◆ Your assignment ◆
I would like each line of the data that holds the word "Senopati" copied out.

◆ Records supplied ◆
Start of Block

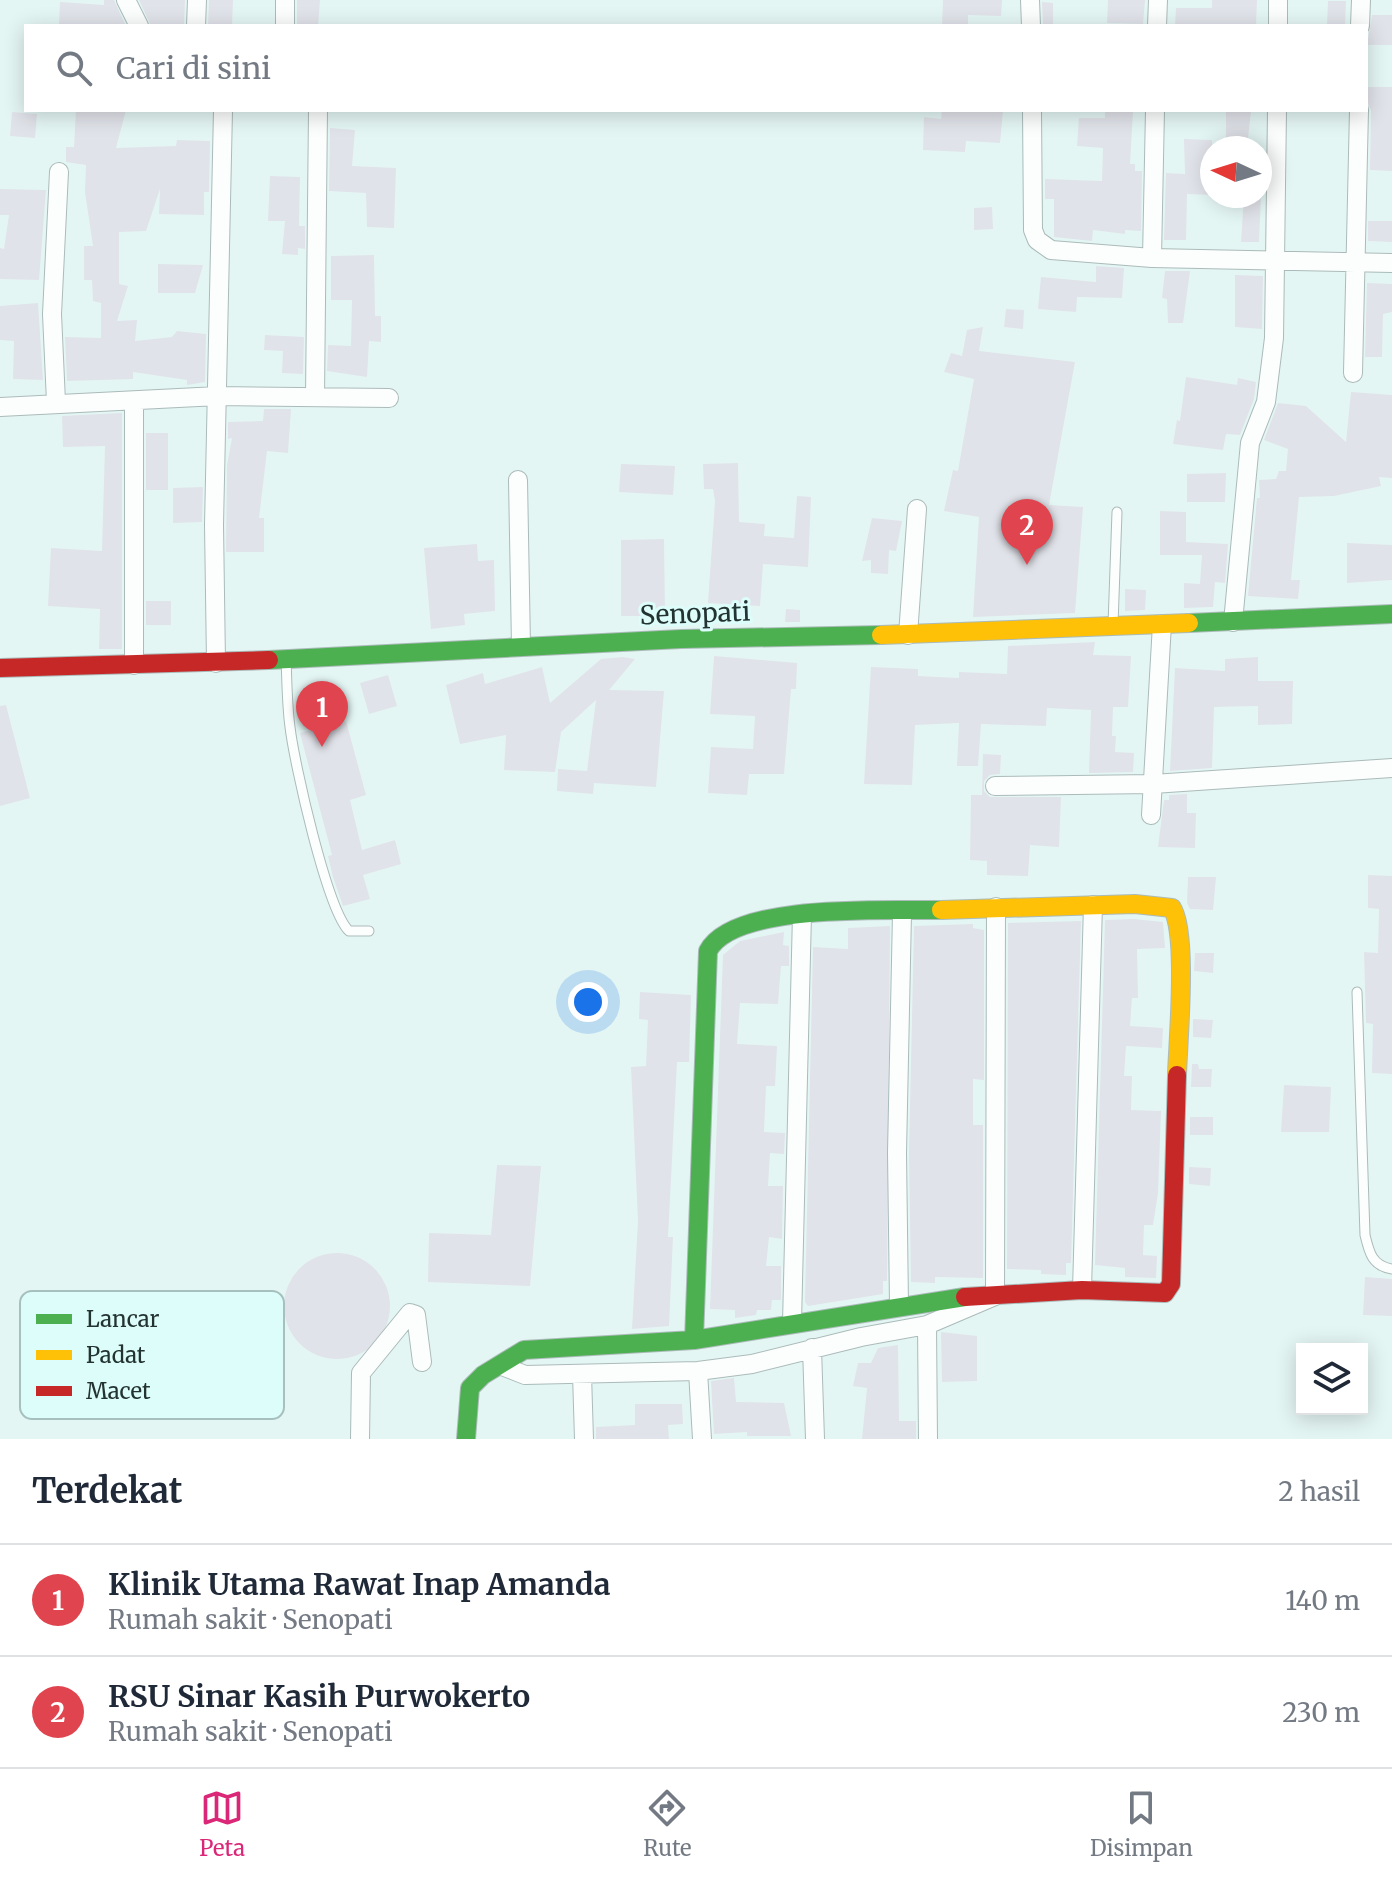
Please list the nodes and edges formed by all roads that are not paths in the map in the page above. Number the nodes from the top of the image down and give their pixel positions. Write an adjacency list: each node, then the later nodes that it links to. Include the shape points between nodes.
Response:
1 (126, 0): 8 (street)
2 (197, 0): 9 (street)
3 (285, 0): 10 (street)
4 (1030, 0): 11 (street)
5 (1158, 0): 12 (street)
6 (1278, 0): 13 (street)
7 (1361, 0): 14 (street)
8 (138, 24)
9 (196, 24)
10 (285, 24)
11 (1031, 24)
12 (1157, 24)
13 (1278, 24)
14 (1360, 24)
15 (223, 112): 27 (street)
16 (318, 112): 28 (street)
17 (1032, 112): 22 (street, via 1037,240 1051,250)
18 (1155, 112): 22 (street)
19 (1277, 112): 23 (street)
20 (1359, 112): 24 (street)
21 (59, 172): 30 (street, via 52,314)
22 (1152, 258): 23 (street)
23 (1276, 262): 24 (street); 37 (street, via 1269,387 1250,443)
24 (1355, 263): 25 (street); 26 (street)
25 (1392, 263)
26 (1353, 373)
27 (218, 396): 28 (street); 31 (street); 43 (street)
28 (315, 397): 29 (street)
29 (389, 398)
30 (56, 402): 31 (street); 32 (street)
31 (134, 402): 44 (street)
32 (0, 407)
33 (518, 480): 41 (street)
34 (917, 509): 40 (street)
35 (1117, 512): 39 (lane)
36 (1392, 614): 37 (street, Senopati)
37 (1233, 622): 38 (street, Senopati)
38 (1162, 624): 39 (street, Senopati); 47 (street)
39 (1113, 625): 40 (street, Senopati)
40 (908, 635): 41 (street, Senopati)
41 (521, 646): 42 (street, Senopati)
42 (286, 659): 43 (street, Senopati); 54 (lane, via 292,744 335,912 349,931)
43 (216, 663): 44 (street, Senopati)
44 (134, 665): 45 (street, Senopati)
45 (0, 668)
46 (1392, 768): 47 (street)
47 (1153, 784): 48 (street); 49 (street)
48 (995, 786)
49 (1151, 815)
50 (1093, 905): 51 (street); 57 (street); 57 (street, via 1166,905 1177,916 1178,1074 1171,1284 1165,1293)
51 (996, 907): 52 (street); 58 (street)
52 (902, 913): 53 (street); 59 (street)
53 (802, 914): 61 (street); 65 (street, via 723,932 708,951)
54 (369, 931)
55 (1357, 992): 56 (lane, via 1365,1235 1370,1257)
56 (1392, 1269)
57 (1082, 1290): 58 (street)
58 (995, 1296): 59 (street); 62 (street)
59 (899, 1305): 60 (street)
60 (859, 1310): 61 (street); 64 (street)
61 (792, 1323): 63 (street)
62 (927, 1325): 64 (street); 79 (street)
63 (747, 1331): 65 (street); 69 (street)
64 (861, 1337): 67 (street)
65 (694, 1340): 66 (street)
66 (630, 1346): 70 (street, via 524,1350); 73 (street)
67 (812, 1348): 69 (street); 78 (street)
68 (422, 1362): 74 (street, via 416,1315 410,1313 361,1373)
69 (752, 1364): 71 (street)
70 (502, 1366): 72 (street, via 525,1375); 75 (street, via 480,1374 470,1385)
71 (698, 1371): 73 (street); 77 (street)
72 (582, 1374): 73 (street); 76 (street)
73 (630, 1374)
74 (360, 1439)
75 (466, 1439)
76 (584, 1439)
77 (702, 1439)
78 (815, 1439)
79 (928, 1439)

End of Block

◆ Task result ◆
36 (1392, 614): 37 (street, Senopati)
37 (1233, 622): 38 (street, Senopati)
38 (1162, 624): 39 (street, Senopati); 47 (street)
39 (1113, 625): 40 (street, Senopati)
40 (908, 635): 41 (street, Senopati)
41 (521, 646): 42 (street, Senopati)
42 (286, 659): 43 (street, Senopati); 54 (lane, via 292,744 335,912 349,931)
43 (216, 663): 44 (street, Senopati)
44 (134, 665): 45 (street, Senopati)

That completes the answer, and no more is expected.